A user calls you saying they can’t access any websites. Here’s how you diagnose it systematically:

  1. Check the IP address — if it’s 169.254.x.x, DHCP has failed. Fix DHCP first.
  2. If the IP looks normal, try pinging a known IP address (like 8.8.8.8, Google’s DNS server)
  3. If the ping to 8.8.8.8 works but websites don’t load, the problem is DNS, not connectivity
  4. Try pinging a domain name — if that fails but the IP ping works, DNS is the culprit

This step-by-step thinking is exactly what the A+ exam rewards. It’s not enough to know what these protocols are — you need to know how to isolate which one is failing.

Test Your Knowledge

Try these practice questions before your next study session:

Question 1: A technician notices that a workstation has been assigned the IP address 169.254.45.12. Which of the following is the most likely cause?

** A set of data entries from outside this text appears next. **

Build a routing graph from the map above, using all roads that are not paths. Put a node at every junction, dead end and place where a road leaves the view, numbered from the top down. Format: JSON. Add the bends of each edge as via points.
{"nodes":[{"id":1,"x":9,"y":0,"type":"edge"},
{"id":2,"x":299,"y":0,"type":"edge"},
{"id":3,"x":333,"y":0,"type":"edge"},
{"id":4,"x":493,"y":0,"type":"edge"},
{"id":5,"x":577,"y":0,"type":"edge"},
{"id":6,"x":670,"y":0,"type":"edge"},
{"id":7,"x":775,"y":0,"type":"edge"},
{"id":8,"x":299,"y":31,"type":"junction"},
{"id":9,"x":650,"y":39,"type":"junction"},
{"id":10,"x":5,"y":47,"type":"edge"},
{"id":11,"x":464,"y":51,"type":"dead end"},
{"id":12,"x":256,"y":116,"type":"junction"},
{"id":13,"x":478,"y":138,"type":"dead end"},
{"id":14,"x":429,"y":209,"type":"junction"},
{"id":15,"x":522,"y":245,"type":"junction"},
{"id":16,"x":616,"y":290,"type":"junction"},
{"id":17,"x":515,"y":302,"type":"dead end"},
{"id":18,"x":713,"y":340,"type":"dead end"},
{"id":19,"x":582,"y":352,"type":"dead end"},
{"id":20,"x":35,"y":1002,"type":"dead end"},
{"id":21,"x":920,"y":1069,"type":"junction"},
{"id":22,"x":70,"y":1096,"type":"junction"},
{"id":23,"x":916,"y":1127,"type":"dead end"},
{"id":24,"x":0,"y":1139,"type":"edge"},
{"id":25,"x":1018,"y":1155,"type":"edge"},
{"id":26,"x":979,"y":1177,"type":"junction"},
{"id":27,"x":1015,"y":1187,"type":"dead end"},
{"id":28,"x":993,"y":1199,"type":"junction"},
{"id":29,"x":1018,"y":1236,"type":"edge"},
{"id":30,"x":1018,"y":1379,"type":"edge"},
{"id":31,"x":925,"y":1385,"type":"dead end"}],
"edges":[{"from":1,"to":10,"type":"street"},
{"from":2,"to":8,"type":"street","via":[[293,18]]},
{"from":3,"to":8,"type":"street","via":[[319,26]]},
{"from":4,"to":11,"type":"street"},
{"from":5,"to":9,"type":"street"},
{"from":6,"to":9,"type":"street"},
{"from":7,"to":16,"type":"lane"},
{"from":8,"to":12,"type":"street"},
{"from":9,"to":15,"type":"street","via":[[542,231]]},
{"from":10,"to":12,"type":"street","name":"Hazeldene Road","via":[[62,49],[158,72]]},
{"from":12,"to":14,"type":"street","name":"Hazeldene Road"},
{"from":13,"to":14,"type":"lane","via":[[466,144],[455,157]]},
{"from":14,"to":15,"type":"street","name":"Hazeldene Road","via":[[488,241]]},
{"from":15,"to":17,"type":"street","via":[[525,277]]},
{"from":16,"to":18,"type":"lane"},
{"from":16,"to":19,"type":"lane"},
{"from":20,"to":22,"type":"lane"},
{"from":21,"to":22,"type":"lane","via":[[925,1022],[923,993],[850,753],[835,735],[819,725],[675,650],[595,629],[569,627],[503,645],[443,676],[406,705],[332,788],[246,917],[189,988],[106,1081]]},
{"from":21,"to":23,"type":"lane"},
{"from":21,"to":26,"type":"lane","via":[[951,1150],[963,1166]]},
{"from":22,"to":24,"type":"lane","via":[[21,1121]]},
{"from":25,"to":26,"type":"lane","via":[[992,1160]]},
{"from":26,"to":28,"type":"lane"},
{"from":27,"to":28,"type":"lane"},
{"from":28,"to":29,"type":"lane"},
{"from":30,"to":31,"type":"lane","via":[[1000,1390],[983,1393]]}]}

  • A. The DNS server is offline
  • B. The DHCP server did not respond to the client’s request
  • C. The default gateway is misconfigured
  • D. The subnet mask is incorrect

Answer: B. An address in the 169.254.0.0/16 range is an APIPA address, automatically assigned when a device cannot reach a DHCP server. This is the first thing to check when you see that address range on a Windows machine.

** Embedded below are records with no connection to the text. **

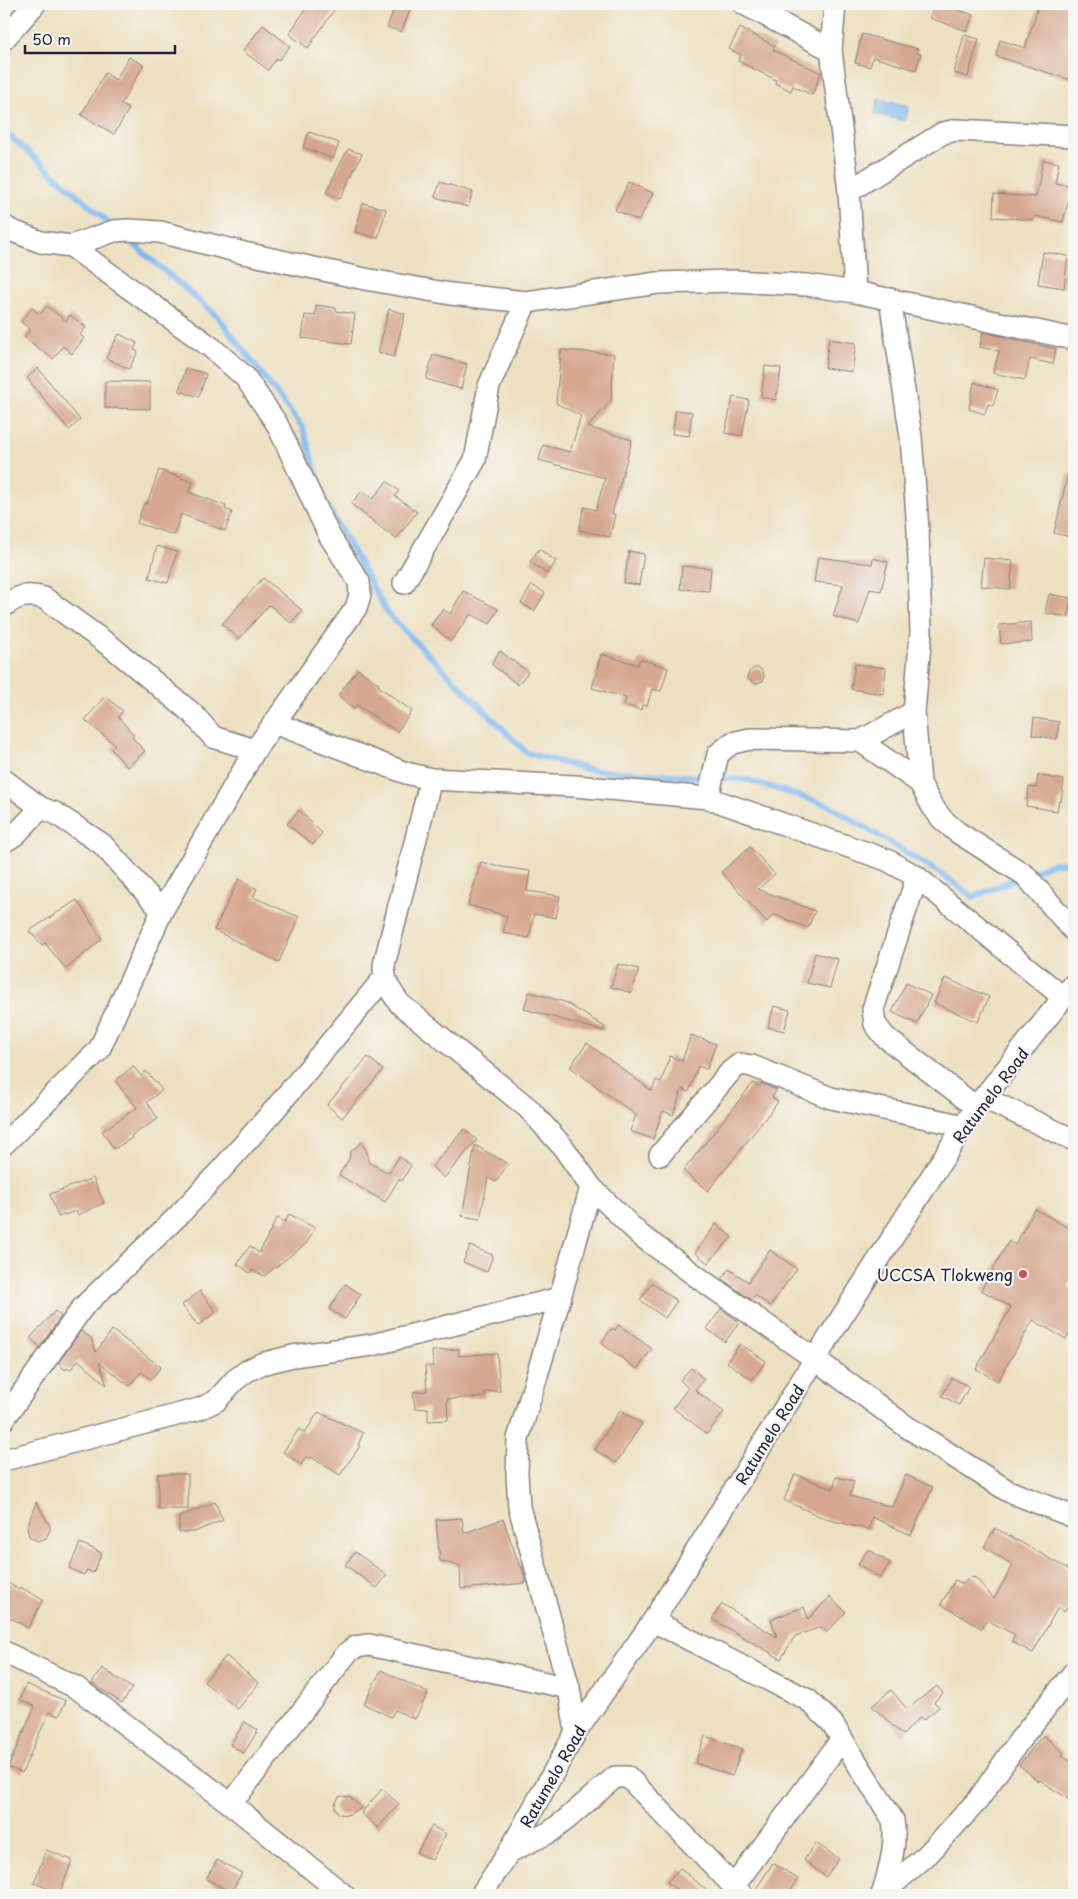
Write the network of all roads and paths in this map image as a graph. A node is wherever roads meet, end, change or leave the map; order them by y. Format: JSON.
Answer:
{"nodes":[{"id":1,"x":35,"y":4,"type":"edge"},
{"id":2,"x":744,"y":4,"type":"edge"},
{"id":3,"x":836,"y":4,"type":"edge"},
{"id":4,"x":4,"y":39,"type":"edge"},
{"id":5,"x":831,"y":50,"type":"junction"},
{"id":6,"x":1074,"y":136,"type":"edge"},
{"id":7,"x":849,"y":191,"type":"junction"},
{"id":8,"x":4,"y":226,"type":"edge"},
{"id":9,"x":71,"y":246,"type":"junction"},
{"id":10,"x":855,"y":292,"type":"junction"},
{"id":11,"x":890,"y":299,"type":"junction"},
{"id":12,"x":526,"y":302,"type":"junction"},
{"id":13,"x":1074,"y":339,"type":"edge"},
{"id":14,"x":404,"y":583,"type":"dead end"},
{"id":15,"x":4,"y":606,"type":"edge"},
{"id":16,"x":914,"y":712,"type":"junction"},
{"id":17,"x":274,"y":723,"type":"junction"},
{"id":18,"x":860,"y":741,"type":"junction"},
{"id":19,"x":255,"y":750,"type":"junction"},
{"id":20,"x":431,"y":779,"type":"junction"},
{"id":21,"x":4,"y":780,"type":"edge"},
{"id":22,"x":920,"y":782,"type":"junction"},
{"id":23,"x":708,"y":798,"type":"junction"},
{"id":24,"x":41,"y":808,"type":"junction"},
{"id":25,"x":4,"y":842,"type":"edge"},
{"id":26,"x":917,"y":877,"type":"junction"},
{"id":27,"x":162,"y":911,"type":"junction"},
{"id":28,"x":1074,"y":931,"type":"edge"},
{"id":29,"x":384,"y":978,"type":"junction"},
{"id":30,"x":1069,"y":991,"type":"edge"},
{"id":31,"x":980,"y":1103,"type":"junction"},
{"id":32,"x":965,"y":1126,"type":"junction"},
{"id":33,"x":1074,"y":1140,"type":"edge"},
{"id":34,"x":4,"y":1144,"type":"edge"},
{"id":35,"x":660,"y":1155,"type":"dead end"},
{"id":36,"x":591,"y":1187,"type":"junction"},
{"id":37,"x":560,"y":1298,"type":"junction"},
{"id":38,"x":815,"y":1359,"type":"junction"},
{"id":39,"x":4,"y":1419,"type":"edge"},
{"id":40,"x":4,"y":1460,"type":"edge"},
{"id":41,"x":1074,"y":1516,"type":"edge"},
{"id":42,"x":653,"y":1621,"type":"junction"},
{"id":43,"x":4,"y":1652,"type":"edge"},
{"id":44,"x":1074,"y":1672,"type":"edge"},
{"id":45,"x":569,"y":1688,"type":"junction"},
{"id":46,"x":576,"y":1732,"type":"junction"},
{"id":47,"x":842,"y":1739,"type":"junction"},
{"id":48,"x":231,"y":1804,"type":"junction"},
{"id":49,"x":509,"y":1852,"type":"junction"},
{"id":50,"x":738,"y":1891,"type":"edge"},
{"id":51,"x":881,"y":1894,"type":"edge"},
{"id":52,"x":344,"y":1895,"type":"edge"},
{"id":53,"x":480,"y":1895,"type":"edge"}],
"edges":[{"from":1,"to":4,"type":"street"},
{"from":2,"to":5,"type":"street"},
{"from":3,"to":5,"type":"street"},
{"from":5,"to":7,"type":"street"},
{"from":6,"to":7,"type":"street"},
{"from":7,"to":10,"type":"street"},
{"from":8,"to":9,"type":"street"},
{"from":9,"to":12,"type":"street"},
{"from":9,"to":17,"type":"street"},
{"from":10,"to":11,"type":"street"},
{"from":10,"to":12,"type":"street"},
{"from":11,"to":13,"type":"street"},
{"from":11,"to":16,"type":"street"},
{"from":12,"to":14,"type":"street"},
{"from":15,"to":19,"type":"street"},
{"from":16,"to":18,"type":"street"},
{"from":16,"to":22,"type":"street"},
{"from":17,"to":19,"type":"street"},
{"from":17,"to":20,"type":"street"},
{"from":18,"to":22,"type":"street"},
{"from":18,"to":23,"type":"street"},
{"from":19,"to":27,"type":"street"},
{"from":20,"to":23,"type":"street"},
{"from":20,"to":29,"type":"street"},
{"from":21,"to":24,"type":"street"},
{"from":22,"to":28,"type":"street"},
{"from":23,"to":26,"type":"street"},
{"from":24,"to":25,"type":"street"},
{"from":24,"to":27,"type":"street"},
{"from":26,"to":30,"type":"street"},
{"from":26,"to":31,"type":"street"},
{"from":27,"to":34,"type":"street"},
{"from":29,"to":36,"type":"street"},
{"from":29,"to":39,"type":"street"},
{"from":30,"to":31,"type":"street","name":"Ratumelo Road"},
{"from":31,"to":32,"type":"street","name":"Ratumelo Road"},
{"from":31,"to":33,"type":"street"},
{"from":32,"to":35,"type":"street"},
{"from":32,"to":38,"type":"street","name":"Ratumelo Road"},
{"from":36,"to":37,"type":"street"},
{"from":36,"to":38,"type":"street"},
{"from":37,"to":40,"type":"street"},
{"from":37,"to":45,"type":"street"},
{"from":38,"to":41,"type":"street"},
{"from":38,"to":42,"type":"street","name":"Ratumelo Road"},
{"from":42,"to":46,"type":"street","name":"Ratumelo Road"},
{"from":42,"to":47,"type":"street"},
{"from":43,"to":48,"type":"street"},
{"from":44,"to":51,"type":"street"},
{"from":45,"to":46,"type":"street"},
{"from":45,"to":48,"type":"street"},
{"from":46,"to":49,"type":"street","name":"Ratumelo Road"},
{"from":47,"to":50,"type":"street"},
{"from":47,"to":51,"type":"street"},
{"from":48,"to":52,"type":"street"},
{"from":49,"to":50,"type":"street"},
{"from":49,"to":53,"type":"street","name":"Ratumelo Road"}]}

Question 2: A user can successfully ping the IP address 8.8.8.8 but cannot load any websites by name. Which service is most likely failing?

  • A. DHCP
  • B. HTTP
  • C. DNS
  • D. APIPA

Answer: C. If a user can reach an IP address directly but cannot resolve domain names to IP addresses, the DNS service is the problem. DHCP is working (the device has a valid IP), but name resolution has broken down.

Want more practice? Certcy has 110+ questions like these — download free.

Study Tips: How to Lock This In Before Exam Day

  • Memorize the DORA sequence — Discover, Offer, Request, Acknowledge. Write it out until it’s automatic.
  • Know port 53 for DNS — and understand why it uses both UDP and TCP.
  • Connect APIPA to DHCP failure — this scenario appears in troubleshooting questions regularly.
  • Practice the ping diagnostic flow — IP ping vs. domain name ping is a core A+ troubleshooting skill.
  • Understand the dependency — DHCP provides the DNS server address, so DHCP failure can cascade into DNS issues.

Frequently Asked Questions

Which CompTIA A+ exam domain covers DHCP and DNS?

DHCP and DNS concepts appear primarily in Domain 2: Networking on the Core 1 exam (220-1101). This domain makes up 20% of the Core 1 exam, so networking fundamentals — including these two protocols — carry significant weight. You can practice with Certcy’s free CompTIA A+ questions covering all 8 domains to make sure you’re prepared across the board.

Do I need to know the DHCP DORA process step by step for the exam?

Yes, you should know the DORA process in order: Discover, Offer, Request, Acknowledge. The exam may present a scenario where a step in the process fails and ask you to identify what’s happening. Understanding each step — not just the acronym — helps you answer those scenario-based questions correctly.

What’s the difference between a static IP and a DHCP-assigned IP?

A static IP address is manually configured on a device and never changes unless someone edits it. A DHCP-assigned IP is automatically leased by a DHCP server and may change when the lease expires or the device reconnects to the network. Servers, printers, and network devices often use static IPs so other devices can always find them at the same address. End-user workstations and mobile devices typically use DHCP for convenience.

Can a network work without DNS?

Yes — devices can communicate using IP addresses directly without DNS. However, from a practical standpoint, no modern user environment works without it. Every time someone opens a browser, sends an email, or connects to a cloud service, DNS is resolving names behind the scenes. A network without DNS is technically functional but completely unusable for day-to-day tasks, which is why DNS troubleshooting is such a critical A+ skill.